Now with our data downloaded, just like before lets first begin with just a single patient scan.

[ ]:
import nibabel as nib
import numpy as np
import os
import cv2
import fiftyone as fo

Loading NIfTI Files in FiftyOne#

We are going to define some helper functions to handle to loading of the NIfTI files. This time around, we will take a different approach to working with medical images. Instead of saving each individual slice like before, we will instead save an mp4 of all the slices. This will be memory efficient and easy for us to slice and search through.

In our first helper function, nii_to_mp4, we will take in a .nii file from our CT scan and save it back as an mp4 in the axial view.

[ ]:
def nii_to_mp4(filepath, fps=30):
    '''
    Reads .nii file and returns pixel array
    '''
    # Load .nii file
    ct_scan = nib.load(filepath)
    array   = ct_scan.get_fdata()

    # Rotate array
    array   = np.rot90(np.array(array))

    # Normalize pixel values
    array = (array - np.min(array)) / (np.max(array) - np.min(array)) * 255
    array = array.astype(np.uint8)

    # Define video writer
    height, width, depth = array.shape
    output_path = filepath.replace(".nii", ".mp4")
    fourcc = cv2.VideoWriter_fourcc(*'mp4v')
    video_writer = cv2.VideoWriter(output_path, fourcc, fps, (width, height), isColor=True)

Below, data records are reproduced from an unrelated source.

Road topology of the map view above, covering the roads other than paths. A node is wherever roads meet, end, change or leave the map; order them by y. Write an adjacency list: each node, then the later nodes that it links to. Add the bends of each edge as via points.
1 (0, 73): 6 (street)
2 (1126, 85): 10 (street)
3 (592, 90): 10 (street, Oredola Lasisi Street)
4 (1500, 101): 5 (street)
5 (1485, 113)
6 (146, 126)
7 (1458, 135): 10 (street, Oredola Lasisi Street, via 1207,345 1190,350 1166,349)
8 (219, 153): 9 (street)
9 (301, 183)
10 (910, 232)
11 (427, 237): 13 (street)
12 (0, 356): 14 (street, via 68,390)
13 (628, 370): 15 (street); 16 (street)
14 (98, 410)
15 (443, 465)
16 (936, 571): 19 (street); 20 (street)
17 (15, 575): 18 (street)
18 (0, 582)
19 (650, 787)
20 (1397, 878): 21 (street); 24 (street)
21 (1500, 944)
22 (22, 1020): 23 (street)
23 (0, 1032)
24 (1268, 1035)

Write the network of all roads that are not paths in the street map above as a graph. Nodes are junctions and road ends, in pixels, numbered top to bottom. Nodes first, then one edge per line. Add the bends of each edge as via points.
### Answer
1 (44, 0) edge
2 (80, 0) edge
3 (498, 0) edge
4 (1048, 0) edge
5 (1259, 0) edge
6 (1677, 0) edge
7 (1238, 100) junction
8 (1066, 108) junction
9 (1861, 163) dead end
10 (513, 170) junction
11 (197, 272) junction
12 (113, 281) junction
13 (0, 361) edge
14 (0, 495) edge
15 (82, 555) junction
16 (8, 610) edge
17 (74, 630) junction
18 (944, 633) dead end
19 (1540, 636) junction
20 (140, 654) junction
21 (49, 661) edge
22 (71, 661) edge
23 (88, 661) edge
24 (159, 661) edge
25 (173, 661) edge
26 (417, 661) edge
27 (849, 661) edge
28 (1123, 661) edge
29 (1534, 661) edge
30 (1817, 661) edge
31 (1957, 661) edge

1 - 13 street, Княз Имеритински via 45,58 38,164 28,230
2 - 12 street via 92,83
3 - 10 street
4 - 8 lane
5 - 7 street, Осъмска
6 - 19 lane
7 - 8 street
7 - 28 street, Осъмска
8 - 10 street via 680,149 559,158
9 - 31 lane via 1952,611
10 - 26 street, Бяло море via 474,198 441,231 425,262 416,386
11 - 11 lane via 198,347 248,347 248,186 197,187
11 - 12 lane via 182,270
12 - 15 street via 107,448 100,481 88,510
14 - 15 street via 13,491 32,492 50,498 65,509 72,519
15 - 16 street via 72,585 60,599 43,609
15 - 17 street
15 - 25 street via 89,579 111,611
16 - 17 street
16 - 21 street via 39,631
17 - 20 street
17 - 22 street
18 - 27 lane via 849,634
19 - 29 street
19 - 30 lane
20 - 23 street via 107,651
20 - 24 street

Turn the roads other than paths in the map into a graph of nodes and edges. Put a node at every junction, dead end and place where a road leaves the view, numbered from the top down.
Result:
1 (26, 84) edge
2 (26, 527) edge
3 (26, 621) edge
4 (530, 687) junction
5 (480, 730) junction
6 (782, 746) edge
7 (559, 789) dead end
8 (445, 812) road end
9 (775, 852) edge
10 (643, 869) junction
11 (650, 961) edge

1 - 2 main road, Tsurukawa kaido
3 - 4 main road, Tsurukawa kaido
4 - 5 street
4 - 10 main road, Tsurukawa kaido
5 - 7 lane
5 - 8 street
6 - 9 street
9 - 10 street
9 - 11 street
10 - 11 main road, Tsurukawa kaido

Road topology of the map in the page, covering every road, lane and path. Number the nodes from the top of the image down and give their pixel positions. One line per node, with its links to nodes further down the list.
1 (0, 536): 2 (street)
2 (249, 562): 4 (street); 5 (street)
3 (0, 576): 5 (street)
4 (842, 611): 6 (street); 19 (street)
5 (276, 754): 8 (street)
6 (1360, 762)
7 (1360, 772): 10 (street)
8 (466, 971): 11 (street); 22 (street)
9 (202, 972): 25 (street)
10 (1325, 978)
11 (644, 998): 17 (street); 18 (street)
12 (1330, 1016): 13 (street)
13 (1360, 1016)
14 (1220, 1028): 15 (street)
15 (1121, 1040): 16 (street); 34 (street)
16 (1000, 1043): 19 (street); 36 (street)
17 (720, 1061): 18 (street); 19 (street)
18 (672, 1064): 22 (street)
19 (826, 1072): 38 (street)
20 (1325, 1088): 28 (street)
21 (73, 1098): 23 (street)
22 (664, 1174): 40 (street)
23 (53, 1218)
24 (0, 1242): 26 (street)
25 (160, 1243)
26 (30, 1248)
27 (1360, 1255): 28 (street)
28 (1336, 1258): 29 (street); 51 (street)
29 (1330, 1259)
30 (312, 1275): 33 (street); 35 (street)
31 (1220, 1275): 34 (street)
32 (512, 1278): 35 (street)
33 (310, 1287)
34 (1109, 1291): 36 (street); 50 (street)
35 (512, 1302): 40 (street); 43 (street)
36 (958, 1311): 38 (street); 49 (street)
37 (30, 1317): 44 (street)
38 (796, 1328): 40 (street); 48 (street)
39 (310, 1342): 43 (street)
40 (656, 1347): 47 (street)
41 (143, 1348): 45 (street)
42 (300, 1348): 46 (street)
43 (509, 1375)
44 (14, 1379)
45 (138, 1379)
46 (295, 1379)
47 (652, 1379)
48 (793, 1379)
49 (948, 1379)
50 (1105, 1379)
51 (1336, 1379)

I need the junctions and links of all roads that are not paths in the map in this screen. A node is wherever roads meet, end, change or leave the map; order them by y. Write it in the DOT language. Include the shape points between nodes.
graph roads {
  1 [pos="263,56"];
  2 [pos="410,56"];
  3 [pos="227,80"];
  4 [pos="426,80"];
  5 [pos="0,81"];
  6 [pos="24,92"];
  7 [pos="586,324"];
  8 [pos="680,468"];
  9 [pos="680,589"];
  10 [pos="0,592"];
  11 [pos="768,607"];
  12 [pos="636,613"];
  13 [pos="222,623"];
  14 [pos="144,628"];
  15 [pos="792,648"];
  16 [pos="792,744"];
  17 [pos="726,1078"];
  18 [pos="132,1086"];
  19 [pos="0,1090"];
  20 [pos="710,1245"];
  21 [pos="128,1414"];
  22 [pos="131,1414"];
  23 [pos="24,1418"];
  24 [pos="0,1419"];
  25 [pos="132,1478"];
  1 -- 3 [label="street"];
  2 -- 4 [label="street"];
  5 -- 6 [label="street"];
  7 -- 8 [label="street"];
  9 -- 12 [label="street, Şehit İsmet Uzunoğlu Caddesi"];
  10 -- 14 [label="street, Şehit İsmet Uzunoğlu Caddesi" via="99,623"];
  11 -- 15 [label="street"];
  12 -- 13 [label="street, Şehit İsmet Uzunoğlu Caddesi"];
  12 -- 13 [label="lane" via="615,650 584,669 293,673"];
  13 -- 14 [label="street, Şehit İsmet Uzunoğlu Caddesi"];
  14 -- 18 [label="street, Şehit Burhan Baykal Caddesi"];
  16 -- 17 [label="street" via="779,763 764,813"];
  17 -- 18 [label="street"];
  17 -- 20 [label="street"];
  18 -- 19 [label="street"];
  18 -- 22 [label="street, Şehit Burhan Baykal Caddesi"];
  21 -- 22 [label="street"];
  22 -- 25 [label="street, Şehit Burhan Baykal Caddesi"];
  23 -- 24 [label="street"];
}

    # Write each axial slice to the video
    for i in range(depth):
        frame = array[:, :, i]
        # Convert grayscale to BGR for consistent writing
        frame_bgr = cv2.cvtColor(frame, cv2.COLOR_GRAY2BGR)
        video_writer.write(frame_bgr)

    video_writer.release()
    return(output_path)

In our next helper function, read_nii, we load in a .nii file like before, but this time instead we are going to return the array to be loaded onto our samples as a Segmentation mask!

[ ]:
def read_nii(filepath):
    '''
    Reads .nii file and returns pixel array
    '''
    ct_scan = nib.load(filepath)
    array   = ct_scan.get_fdata()
    array   = np.rot90(np.array(array))
    array = array.astype(np.uint8)
    return(array)

With our helper functions, we can grab our first sample and attempt to load it in! Dont forget we need the 3 different segmentation masks as well.

[ ]:
# Convert Scan to mp4
sample_ct   = nii_to_mp4(path + "/ct_scans/coronacases_org_001.nii")

# Read the masks
sample_lung = read_nii(path + "/lung_mask/coronacases_001.nii")
sample_infe = read_nii(path + "/infection_mask/coronacases_001.nii")
sample_all  = read_nii(path + "/lung_and_infection_mask/coronacases_001.nii")

Next we create a FiftyOne sample. Since we passed in a .mp4 file, this will be a video sample. With video samples, we can store any type of label on each frame. Let’s try loading our segmentation masks on each slice of our CT scan!

If you want to learn more about how to work with FiftyOne video samples and datasets, check out Getting Started with Videos!

[ ]:
# Create output folder
sample = fo.Sample(filepath=sample_ct)


for i in range(sample_lung.shape[2]):

    # Add masks to each frame. Note that video frames start from 1, there is no frame 0!
    sample.frames[i+1]["Infection Mask"] = fo.Segmentation(mask=sample_infe[:, :, i].astype(np.uint8))
    sample.frames[i+1]["Lung Mask"] = fo.Segmentation(mask=sample_lung[:, :, i].astype(np.uint8))
    sample.frames[i+1]["All Masks"] = fo.Segmentation(mask=sample_all[:, :, i].astype(np.uint8))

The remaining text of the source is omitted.